Heard nothing and her heart kicked into high gear, drumming a cumbia beat out on her ribcage until she couldn’t stand it anymore. She peeked out into the hall and saw Gabe standing at the screened front door, scowling at a dark shadow on the other side.

“Audrey?” the shadow called. “Is that you? Who is this guy?”

At the familiar voice, she let out a breath of relief and walked to Gabe’s side. He gave a slight nod, conceding to the false alarm, and holstered his weapon.

Jesus, she was going to kill him for scaring her like that.

She hit the porch light, illuminating her sister-in-law’s face. “What are you doing here, Chloe?”

Chapter Twenty-four

SAN DIEGO, CA

Goddamn Gabe Bristow. And Quinn. And their team-fucking-building.

Marcus dropped his bag inside the door of his condominium and shuffled on legs that felt like Twizzlers as far as the oversized leather couch before collapsing face down into the cushions.

Bruised. Blistered. Sunburned. Parched. Dirty.

His aches had aches.

And he was pretty sure his aches’ aches were reproducing like rabbits. But, hey, at least he got to come home and sleep in his own bed tonight, unlike the rest of the guys, who were stuck in a hotel near the naval base.

SERE training. Ha.

They might as well call it break-you-till-you-cry-for-your-mommy training. Welcome-to-the-ninth-circle-of-hell training. Expose-and-exploit-your-every-weakness training.

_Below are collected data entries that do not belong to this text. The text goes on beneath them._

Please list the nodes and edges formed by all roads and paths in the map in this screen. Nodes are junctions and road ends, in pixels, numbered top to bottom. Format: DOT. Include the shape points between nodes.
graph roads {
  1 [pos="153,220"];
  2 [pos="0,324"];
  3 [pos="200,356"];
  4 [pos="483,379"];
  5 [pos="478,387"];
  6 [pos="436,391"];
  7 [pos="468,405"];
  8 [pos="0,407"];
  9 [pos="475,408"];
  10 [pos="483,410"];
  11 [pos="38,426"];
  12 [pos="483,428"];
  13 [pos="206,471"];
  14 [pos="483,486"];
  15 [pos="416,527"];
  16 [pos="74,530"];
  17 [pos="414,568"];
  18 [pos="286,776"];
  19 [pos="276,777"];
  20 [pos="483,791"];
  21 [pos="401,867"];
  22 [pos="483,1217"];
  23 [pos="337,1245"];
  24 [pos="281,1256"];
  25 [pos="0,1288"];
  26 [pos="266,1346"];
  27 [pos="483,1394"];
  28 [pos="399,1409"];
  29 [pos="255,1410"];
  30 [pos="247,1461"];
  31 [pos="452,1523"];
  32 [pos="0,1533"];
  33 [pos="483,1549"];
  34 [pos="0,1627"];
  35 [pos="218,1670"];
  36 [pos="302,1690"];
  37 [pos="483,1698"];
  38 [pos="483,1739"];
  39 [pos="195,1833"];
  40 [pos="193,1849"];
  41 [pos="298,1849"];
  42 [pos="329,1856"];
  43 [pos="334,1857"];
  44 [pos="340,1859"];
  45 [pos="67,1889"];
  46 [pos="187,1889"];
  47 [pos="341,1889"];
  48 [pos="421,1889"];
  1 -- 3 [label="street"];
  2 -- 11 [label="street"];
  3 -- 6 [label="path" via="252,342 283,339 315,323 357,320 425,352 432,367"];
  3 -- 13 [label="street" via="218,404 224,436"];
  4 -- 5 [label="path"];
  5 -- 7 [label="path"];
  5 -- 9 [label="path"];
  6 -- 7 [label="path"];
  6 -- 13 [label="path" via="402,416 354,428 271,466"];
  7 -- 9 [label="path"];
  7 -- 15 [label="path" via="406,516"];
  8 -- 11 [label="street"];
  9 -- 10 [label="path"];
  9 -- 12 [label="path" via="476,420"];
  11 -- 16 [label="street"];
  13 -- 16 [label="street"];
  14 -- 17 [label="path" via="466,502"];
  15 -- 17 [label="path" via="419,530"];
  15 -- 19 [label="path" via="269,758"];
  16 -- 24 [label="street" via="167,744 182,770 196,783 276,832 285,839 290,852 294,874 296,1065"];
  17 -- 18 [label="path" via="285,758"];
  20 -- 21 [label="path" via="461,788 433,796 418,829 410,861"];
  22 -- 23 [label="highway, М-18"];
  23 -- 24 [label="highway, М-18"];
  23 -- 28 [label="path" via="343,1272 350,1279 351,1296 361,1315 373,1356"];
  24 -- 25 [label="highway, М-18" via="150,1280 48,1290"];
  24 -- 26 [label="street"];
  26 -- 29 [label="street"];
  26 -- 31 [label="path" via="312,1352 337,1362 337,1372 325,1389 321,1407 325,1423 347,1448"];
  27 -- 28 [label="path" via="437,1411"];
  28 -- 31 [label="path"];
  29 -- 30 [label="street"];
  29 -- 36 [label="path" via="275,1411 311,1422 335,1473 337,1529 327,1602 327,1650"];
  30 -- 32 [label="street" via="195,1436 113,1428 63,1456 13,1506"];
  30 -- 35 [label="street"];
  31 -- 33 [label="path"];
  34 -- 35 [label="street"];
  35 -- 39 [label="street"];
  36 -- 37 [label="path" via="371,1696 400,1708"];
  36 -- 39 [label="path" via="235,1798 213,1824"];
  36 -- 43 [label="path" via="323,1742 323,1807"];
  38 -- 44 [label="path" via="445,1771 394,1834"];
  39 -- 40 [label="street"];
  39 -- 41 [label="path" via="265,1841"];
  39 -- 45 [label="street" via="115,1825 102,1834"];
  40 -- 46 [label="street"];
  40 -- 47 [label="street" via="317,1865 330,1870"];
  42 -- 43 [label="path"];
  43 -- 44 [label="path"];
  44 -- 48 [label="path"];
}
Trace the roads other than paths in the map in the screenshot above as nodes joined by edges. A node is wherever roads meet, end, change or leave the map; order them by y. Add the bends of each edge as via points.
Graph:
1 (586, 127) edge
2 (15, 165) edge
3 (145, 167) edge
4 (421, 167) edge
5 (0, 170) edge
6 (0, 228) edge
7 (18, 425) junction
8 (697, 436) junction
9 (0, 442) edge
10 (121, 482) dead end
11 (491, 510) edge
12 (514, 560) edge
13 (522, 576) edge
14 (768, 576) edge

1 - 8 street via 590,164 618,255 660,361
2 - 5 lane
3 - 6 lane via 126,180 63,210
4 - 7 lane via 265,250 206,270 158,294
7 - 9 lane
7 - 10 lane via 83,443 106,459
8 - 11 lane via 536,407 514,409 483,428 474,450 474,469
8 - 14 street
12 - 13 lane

But he hadn’t cracked. None of them had, not even scrawny little Harvard. They all bent to their limits and past, but they hadn’t cracked. As soon as his body stopped throbbing, Marcus thought he might find some pride in that.

Take that, Navy SEALs.

Marcus jolted awake to the sound of his cell phone vibrating near his head. He hadn’t been aware of falling asleep, but he’d rolled off the couch and now lay with his head partly under the coffee table. When he pried his eyes open, he saw the cell doing a jig across the glass top. He could even see the caller ID.

Giancarelli.

If it was anyone else, he’d ignore it, drag himself into the shower and then pass the fuck out in his king size, sleeping-on-a-cloud memory foam bed for three days. Or four. Hell, a whole week.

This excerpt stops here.